◆ Exercise
For each line below that includes the string "Jennings", show the whole line.
<<<<
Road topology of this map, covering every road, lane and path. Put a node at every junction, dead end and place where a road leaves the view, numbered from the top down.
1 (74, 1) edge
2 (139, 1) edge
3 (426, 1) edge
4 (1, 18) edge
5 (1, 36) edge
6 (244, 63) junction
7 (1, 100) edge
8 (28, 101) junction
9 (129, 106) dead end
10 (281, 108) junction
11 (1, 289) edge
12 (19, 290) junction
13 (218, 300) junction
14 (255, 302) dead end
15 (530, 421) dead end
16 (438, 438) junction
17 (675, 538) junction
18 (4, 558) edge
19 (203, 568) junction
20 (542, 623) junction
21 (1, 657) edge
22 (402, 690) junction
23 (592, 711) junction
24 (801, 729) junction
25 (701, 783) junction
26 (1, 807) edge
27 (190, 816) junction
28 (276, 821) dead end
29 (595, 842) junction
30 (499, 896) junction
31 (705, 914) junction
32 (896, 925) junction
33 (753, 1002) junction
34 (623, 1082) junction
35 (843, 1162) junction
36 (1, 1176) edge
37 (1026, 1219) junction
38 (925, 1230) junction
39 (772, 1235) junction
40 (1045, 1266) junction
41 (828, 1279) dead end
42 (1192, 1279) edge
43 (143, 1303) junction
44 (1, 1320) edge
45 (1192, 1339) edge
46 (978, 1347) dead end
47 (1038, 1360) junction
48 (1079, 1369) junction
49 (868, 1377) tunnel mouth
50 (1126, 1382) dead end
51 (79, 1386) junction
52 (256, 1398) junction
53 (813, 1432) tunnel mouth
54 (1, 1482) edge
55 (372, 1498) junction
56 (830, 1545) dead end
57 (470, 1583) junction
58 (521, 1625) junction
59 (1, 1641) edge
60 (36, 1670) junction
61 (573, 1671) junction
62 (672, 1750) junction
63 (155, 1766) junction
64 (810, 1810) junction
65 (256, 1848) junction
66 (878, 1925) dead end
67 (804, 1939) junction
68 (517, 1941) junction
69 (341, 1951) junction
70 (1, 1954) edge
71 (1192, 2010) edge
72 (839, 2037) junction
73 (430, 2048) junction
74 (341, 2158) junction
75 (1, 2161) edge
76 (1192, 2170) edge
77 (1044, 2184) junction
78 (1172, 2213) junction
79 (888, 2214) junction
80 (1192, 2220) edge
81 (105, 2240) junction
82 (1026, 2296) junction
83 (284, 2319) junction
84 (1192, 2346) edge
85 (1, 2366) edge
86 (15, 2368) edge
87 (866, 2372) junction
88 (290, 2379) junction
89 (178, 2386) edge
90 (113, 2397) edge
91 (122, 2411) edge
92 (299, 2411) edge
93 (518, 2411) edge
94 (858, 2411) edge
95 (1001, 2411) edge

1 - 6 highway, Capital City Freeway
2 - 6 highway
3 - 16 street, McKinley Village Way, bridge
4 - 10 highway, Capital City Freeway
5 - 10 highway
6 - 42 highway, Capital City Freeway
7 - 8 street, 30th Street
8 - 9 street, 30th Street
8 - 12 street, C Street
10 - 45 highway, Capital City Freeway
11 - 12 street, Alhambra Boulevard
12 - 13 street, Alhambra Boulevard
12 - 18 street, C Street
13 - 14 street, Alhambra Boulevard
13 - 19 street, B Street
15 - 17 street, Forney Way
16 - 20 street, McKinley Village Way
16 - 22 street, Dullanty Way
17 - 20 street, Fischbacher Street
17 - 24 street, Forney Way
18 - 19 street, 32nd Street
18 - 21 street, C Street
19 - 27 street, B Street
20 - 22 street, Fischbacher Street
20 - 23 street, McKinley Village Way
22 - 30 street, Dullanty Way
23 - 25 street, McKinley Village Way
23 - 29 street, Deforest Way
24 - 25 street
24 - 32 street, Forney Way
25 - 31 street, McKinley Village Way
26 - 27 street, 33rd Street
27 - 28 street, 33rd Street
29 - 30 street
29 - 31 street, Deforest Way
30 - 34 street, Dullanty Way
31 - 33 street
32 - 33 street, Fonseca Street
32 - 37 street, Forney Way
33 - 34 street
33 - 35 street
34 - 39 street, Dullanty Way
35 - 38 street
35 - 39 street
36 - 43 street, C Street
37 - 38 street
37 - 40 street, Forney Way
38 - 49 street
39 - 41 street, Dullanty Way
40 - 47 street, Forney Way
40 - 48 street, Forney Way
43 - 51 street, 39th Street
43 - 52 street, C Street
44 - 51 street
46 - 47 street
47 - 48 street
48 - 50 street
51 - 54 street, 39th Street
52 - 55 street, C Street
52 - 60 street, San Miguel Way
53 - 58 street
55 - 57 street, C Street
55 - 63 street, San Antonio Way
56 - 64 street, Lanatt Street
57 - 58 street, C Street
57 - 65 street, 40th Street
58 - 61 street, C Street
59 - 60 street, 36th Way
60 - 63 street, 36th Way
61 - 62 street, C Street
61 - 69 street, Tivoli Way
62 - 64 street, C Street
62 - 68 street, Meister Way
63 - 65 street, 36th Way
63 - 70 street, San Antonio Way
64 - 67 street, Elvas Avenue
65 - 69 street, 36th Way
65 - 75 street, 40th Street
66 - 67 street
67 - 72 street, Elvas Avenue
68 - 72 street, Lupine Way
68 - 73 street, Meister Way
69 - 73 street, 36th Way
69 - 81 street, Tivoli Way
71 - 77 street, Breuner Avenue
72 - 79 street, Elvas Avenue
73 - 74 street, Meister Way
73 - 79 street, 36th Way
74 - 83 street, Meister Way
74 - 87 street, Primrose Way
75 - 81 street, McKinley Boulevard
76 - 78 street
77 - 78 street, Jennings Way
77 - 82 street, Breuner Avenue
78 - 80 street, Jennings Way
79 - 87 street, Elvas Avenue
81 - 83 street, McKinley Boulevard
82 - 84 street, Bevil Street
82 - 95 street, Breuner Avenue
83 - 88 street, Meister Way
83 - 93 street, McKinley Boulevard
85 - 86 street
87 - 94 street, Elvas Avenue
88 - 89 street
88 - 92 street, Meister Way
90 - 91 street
>>>>
◆ Answer box
77 - 78 street, Jennings Way
78 - 80 street, Jennings Way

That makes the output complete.